仮に等級アップにより個人の社会保険料が月5,000円増えるケースでは、会社の負担も月5,000円増えます。年間で計算すると個人6万円+会社6万円=合計12万円が、たった1万円の報酬差から生まれる追加コストになります。
ここにさらに所得税・住民税の変動が絡みます。報酬増で税率が上がるケース、逆に社会保険料増で課税所得が変わるケースなど、複合的な効果が積み重なります。最終的な手取りの差は、試算してみないと正確にはわかりません。
「年100万円の差」は誇張ではない
報酬水準、家族構成、会社の利益状況によっては、最適額からわずかにずれているだけで年間50万〜100万円規模の手取り差が生じることがあります。特に標準報酬月額の等級境界付近に報酬が設定されている場合、影響は顕著です。
よくあるパターンとして、「毎年少しずつ報酬を上げてきたら、いつの間にか最悪のポジションに入っていた」というケースがあります。一度境界を越えてしまうと、翌年の改定まで是正できません。気づいたときには1年分の損失がすでに確定しています。
3月決算の社長は今すぐ確認を
役員報酬の定期同額改定は、原則として事業年度開始から3ヶ月以内に行う必要があります。

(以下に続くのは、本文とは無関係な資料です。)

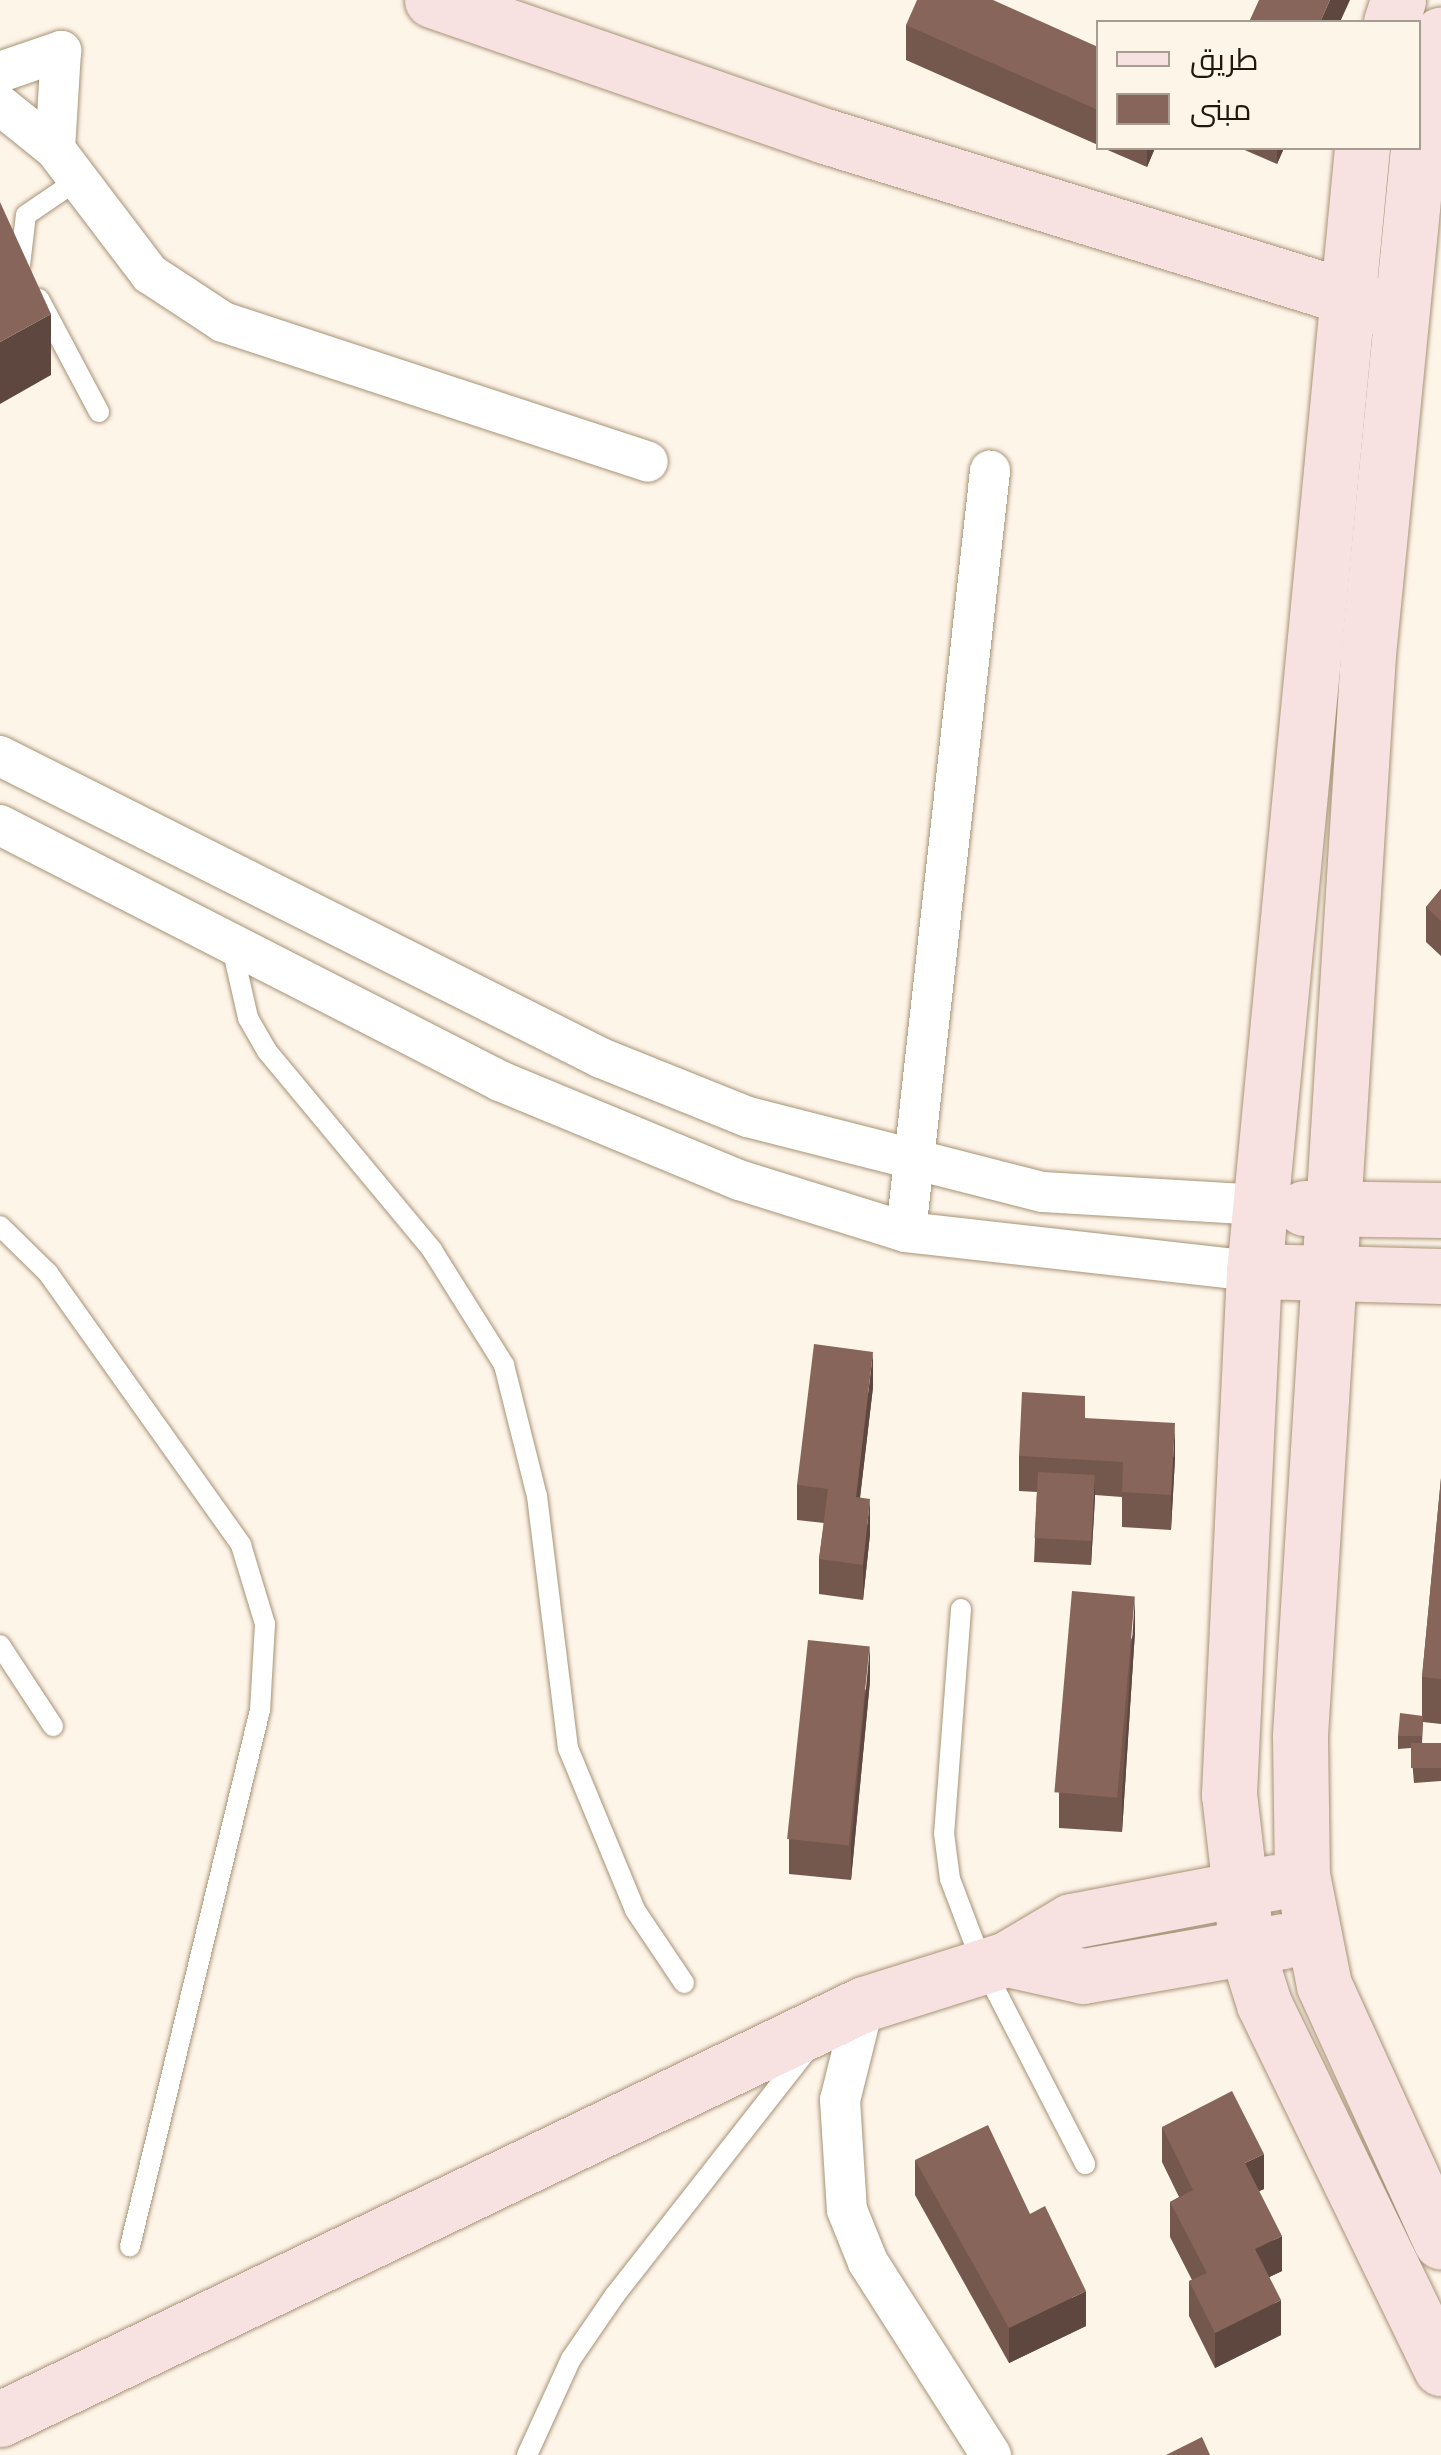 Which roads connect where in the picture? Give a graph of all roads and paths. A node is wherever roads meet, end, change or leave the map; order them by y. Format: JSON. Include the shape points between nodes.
{"nodes":[{"id":1,"x":432,"y":0,"type":"edge"},
{"id":2,"x":1441,"y":34,"type":"edge"},
{"id":3,"x":0,"y":72,"type":"edge"},
{"id":4,"x":0,"y":105,"type":"edge"},
{"id":5,"x":1421,"y":130,"type":"edge"},
{"id":6,"x":1362,"y":150,"type":"edge"},
{"id":7,"x":1417,"y":150,"type":"edge"},
{"id":8,"x":65,"y":165,"type":"junction"},
{"id":9,"x":1344,"y":296,"type":"junction"},
{"id":10,"x":1397,"y":312,"type":"junction"},
{"id":11,"x":99,"y":412,"type":"dead end"},
{"id":12,"x":648,"y":462,"type":"dead end"},
{"id":13,"x":990,"y":470,"type":"dead end"},
{"id":14,"x":1312,"y":644,"type":"junction"},
{"id":15,"x":1368,"y":654,"type":"junction"},
{"id":16,"x":0,"y":756,"type":"edge"},
{"id":17,"x":0,"y":825,"type":"edge"},
{"id":18,"x":231,"y":943,"type":"junction"},
{"id":19,"x":914,"y":1164,"type":"junction"},
{"id":20,"x":1261,"y":1205,"type":"junction"},
{"id":21,"x":1338,"y":1210,"type":"junction"},
{"id":22,"x":1441,"y":1210,"type":"edge"},
{"id":23,"x":0,"y":1226,"type":"edge"},
{"id":24,"x":906,"y":1232,"type":"junction"},
{"id":25,"x":1254,"y":1271,"type":"junction"},
{"id":26,"x":1441,"y":1276,"type":"edge"},
{"id":27,"x":1334,"y":1277,"type":"junction"},
{"id":28,"x":961,"y":1609,"type":"dead end"},
{"id":29,"x":0,"y":1645,"type":"edge"},
{"id":30,"x":53,"y":1726,"type":"dead end"},
{"id":31,"x":1302,"y":1875,"type":"junction"},
{"id":32,"x":1239,"y":1892,"type":"junction"},
{"id":33,"x":1312,"y":1935,"type":"junction"},
{"id":34,"x":1248,"y":1950,"type":"junction"},
{"id":35,"x":995,"y":1962,"type":"junction"},
{"id":36,"x":684,"y":1983,"type":"dead end"},
{"id":37,"x":843,"y":2014,"type":"junction"},
{"id":38,"x":1085,"y":2164,"type":"dead end"},
{"id":39,"x":1441,"y":2242,"type":"edge"},
{"id":40,"x":130,"y":2246,"type":"dead end"},
{"id":41,"x":1439,"y":2360,"type":"edge"},
{"id":42,"x":0,"y":2419,"type":"edge"},
{"id":43,"x":526,"y":2455,"type":"edge"},
{"id":44,"x":991,"y":2455,"type":"edge"}],
"edges":[{"from":1,"to":9,"type":"main road","via":[[825,136]]},
{"from":2,"to":5,"type":"main road"},
{"from":3,"to":8,"type":"street","via":[[61,51]]},
{"from":4,"to":8,"type":"street"},
{"from":6,"to":9,"type":"main road"},
{"from":7,"to":10,"type":"main road"},
{"from":8,"to":11,"type":"lane","via":[[26,215],[16,246]]},
{"from":8,"to":12,"type":"street","via":[[150,274],[224,322]]},
{"from":9,"to":10,"type":"main road"},
{"from":9,"to":14,"type":"main road"},
{"from":10,"to":15,"type":"main road"},
{"from":13,"to":19,"type":"street"},
{"from":14,"to":15,"type":"main road"},
{"from":14,"to":20,"type":"main road"},
{"from":15,"to":21,"type":"main road"},
{"from":16,"to":19,"type":"street","via":[[601,1058],[748,1117]]},
{"from":17,"to":18,"type":"street"},
{"from":18,"to":24,"type":"street","via":[[578,1116]]},
{"from":18,"to":36,"type":"lane","via":[[248,1018],[268,1051],[432,1250],[504,1365],[534,1480],[568,1748],[636,1910]]},
{"from":19,"to":20,"type":"street","via":[[1115,1201]]},
{"from":19,"to":24,"type":"street"},
{"from":20,"to":21,"type":"main road"},
{"from":20,"to":25,"type":"main road"},
{"from":21,"to":22,"type":"main road"},
{"from":21,"to":27,"type":"main road"},
{"from":23,"to":40,"type":"lane","via":[[48,1272],[240,1545],[266,1624],[260,1710]]},
{"from":24,"to":25,"type":"street"},
{"from":25,"to":27,"type":"main road"},
{"from":25,"to":32,"type":"main road","via":[[1228,1696]]},
{"from":26,"to":27,"type":"main road"},
{"from":27,"to":31,"type":"main road","via":[[1304,1638]]},
{"from":28,"to":35,"type":"lane","via":[[944,1833],[950,1879]]},
{"from":29,"to":30,"type":"lane"},
{"from":31,"to":32,"type":"main road"},
{"from":31,"to":33,"type":"main road"},
{"from":32,"to":34,"type":"main road"},
{"from":32,"to":35,"type":"main road","via":[[1071,1921]]},
{"from":33,"to":34,"type":"main road"},
{"from":33,"to":39,"type":"main road","via":[[1341,2034]]},
{"from":34,"to":35,"type":"main road","via":[[1083,1976]]},
{"from":34,"to":41,"type":"main road","via":[[1285,2057]]},
{"from":35,"to":37,"type":"main road"},
{"from":35,"to":38,"type":"lane"},
{"from":37,"to":42,"type":"main road"},
{"from":37,"to":43,"type":"lane","via":[[571,2360]]},
{"from":37,"to":44,"type":"street","via":[[847,2210],[868,2262]]}]}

3月決算の会社であれば、今期の改定期限は6月末です。7月以降に変更すると、変更後の報酬差額が損金不算入(会社の税務上の経費として認められない)になるリスクがあります。つまり今まさに、最終判断のタイミングです。
「去年と同じにしておこう」という判断でも、今年の等級境界に踏み込んでいる可能性はあります。また利益状況が変わっていれば、最適な報酬額も変わります。毎年必ず試算をし直すことが大切です。
正しい設定には「3つの合算試算」が必須
役員報酬の最適額を求めるには、少なくとも以下を同時にシミュレーションする必要があります。
- 社会保険料(健康保険+厚生年金)
- 所得税・住民税
- 会社側の法人税(報酬を経費計上した場合の法人税額の変化)
この3つを合算して初めて「どの報酬額が最も手取りを最大化できるか」が見えてきます。どれか一つだけを見て判断すると、最適解を外すリスクがあります。

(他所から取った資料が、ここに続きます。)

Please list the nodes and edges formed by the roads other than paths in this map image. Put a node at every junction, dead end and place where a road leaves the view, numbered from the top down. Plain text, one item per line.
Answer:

個人の扶養控除や配偶者の収入、会社の繰越欠損など固有の事情が絡むため、汎用のシミュレーターだけで完結させるのは難しい部分があります。担当の税理士と一緒に数字を確認するのが、最も確実な方法です。
「毎年だいたいこのくらい」で決めてきた役員報酬を、一度だけ数字ベースで見直してみてください。6月末の改定期限が迫っている今が、タイミングとしては最適です。
※本記事は一般的な情報提供を目的としています。具体的な税務判断は税理士にご相談ください。